● **What to work on**
A copy is needed of each line in the records that has the word "Antônio".

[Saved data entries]
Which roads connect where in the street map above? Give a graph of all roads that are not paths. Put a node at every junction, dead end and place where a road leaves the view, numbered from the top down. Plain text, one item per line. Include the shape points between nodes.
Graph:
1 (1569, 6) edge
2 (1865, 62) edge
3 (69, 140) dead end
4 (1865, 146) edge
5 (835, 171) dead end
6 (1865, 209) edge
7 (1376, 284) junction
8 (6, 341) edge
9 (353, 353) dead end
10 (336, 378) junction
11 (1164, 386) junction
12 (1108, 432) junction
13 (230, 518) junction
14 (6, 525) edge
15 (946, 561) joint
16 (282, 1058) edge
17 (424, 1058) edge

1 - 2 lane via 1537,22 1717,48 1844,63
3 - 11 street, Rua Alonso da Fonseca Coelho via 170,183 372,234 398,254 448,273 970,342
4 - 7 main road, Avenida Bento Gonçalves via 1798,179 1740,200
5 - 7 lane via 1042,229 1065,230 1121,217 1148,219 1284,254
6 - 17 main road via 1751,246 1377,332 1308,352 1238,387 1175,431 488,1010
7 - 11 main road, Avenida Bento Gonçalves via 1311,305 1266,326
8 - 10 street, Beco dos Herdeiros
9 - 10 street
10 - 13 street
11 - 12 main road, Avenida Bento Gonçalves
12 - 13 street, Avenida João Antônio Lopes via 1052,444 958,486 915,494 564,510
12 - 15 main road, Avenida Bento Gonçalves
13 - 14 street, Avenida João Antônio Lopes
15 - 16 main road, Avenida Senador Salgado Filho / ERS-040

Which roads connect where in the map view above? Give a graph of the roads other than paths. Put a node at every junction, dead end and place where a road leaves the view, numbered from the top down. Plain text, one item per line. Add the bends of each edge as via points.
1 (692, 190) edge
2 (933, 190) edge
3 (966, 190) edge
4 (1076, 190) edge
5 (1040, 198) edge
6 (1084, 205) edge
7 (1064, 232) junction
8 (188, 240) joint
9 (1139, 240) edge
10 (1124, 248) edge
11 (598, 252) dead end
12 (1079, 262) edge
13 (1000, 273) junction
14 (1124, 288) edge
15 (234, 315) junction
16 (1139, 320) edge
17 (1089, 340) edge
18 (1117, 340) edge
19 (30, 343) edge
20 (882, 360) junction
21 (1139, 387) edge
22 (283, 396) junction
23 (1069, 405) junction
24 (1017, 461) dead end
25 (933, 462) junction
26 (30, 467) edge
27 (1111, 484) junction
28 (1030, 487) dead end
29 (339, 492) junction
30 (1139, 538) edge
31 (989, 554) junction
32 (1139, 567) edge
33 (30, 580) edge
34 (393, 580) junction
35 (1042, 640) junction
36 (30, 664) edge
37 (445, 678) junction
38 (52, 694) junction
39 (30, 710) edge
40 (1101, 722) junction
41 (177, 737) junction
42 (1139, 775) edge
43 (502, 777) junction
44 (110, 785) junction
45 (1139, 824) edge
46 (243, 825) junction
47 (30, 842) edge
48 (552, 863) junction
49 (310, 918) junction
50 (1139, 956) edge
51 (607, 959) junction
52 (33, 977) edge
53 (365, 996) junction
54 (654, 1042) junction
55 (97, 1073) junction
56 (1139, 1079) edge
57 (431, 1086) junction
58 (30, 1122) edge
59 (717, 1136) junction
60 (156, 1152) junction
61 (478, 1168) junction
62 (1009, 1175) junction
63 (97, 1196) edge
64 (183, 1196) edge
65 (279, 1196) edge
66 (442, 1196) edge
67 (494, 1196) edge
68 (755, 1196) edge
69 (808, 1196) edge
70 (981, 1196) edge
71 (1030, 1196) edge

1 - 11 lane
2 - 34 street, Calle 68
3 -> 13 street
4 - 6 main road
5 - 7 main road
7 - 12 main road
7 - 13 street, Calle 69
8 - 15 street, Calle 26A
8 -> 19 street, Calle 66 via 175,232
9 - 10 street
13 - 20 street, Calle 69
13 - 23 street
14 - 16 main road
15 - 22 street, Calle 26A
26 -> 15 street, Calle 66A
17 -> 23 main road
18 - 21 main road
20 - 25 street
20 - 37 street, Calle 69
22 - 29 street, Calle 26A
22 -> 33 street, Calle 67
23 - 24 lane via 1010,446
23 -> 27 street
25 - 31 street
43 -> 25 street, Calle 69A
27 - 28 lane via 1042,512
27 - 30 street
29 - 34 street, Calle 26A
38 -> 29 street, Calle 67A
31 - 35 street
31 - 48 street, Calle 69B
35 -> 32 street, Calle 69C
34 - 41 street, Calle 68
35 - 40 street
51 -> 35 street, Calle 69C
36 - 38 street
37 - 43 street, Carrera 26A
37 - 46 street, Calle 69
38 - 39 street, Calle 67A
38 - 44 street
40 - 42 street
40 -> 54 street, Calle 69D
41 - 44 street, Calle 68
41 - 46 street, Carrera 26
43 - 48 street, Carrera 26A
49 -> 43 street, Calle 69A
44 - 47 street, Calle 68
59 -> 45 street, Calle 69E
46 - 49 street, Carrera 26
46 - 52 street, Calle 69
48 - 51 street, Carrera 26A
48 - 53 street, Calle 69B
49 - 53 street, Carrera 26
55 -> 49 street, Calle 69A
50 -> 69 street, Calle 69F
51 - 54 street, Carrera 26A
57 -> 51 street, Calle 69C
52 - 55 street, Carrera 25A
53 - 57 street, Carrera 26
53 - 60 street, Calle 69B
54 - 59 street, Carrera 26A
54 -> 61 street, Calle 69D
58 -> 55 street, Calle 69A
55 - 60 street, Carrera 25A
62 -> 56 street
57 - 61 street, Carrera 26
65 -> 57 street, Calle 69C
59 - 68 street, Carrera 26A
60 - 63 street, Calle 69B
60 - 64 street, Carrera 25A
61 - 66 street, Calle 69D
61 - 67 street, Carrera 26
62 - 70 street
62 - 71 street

● **Output for this exercise**
12 - 13 street, Avenida João Antônio Lopes via 1052,444 958,486 915,494 564,510
13 - 14 street, Avenida João Antônio Lopes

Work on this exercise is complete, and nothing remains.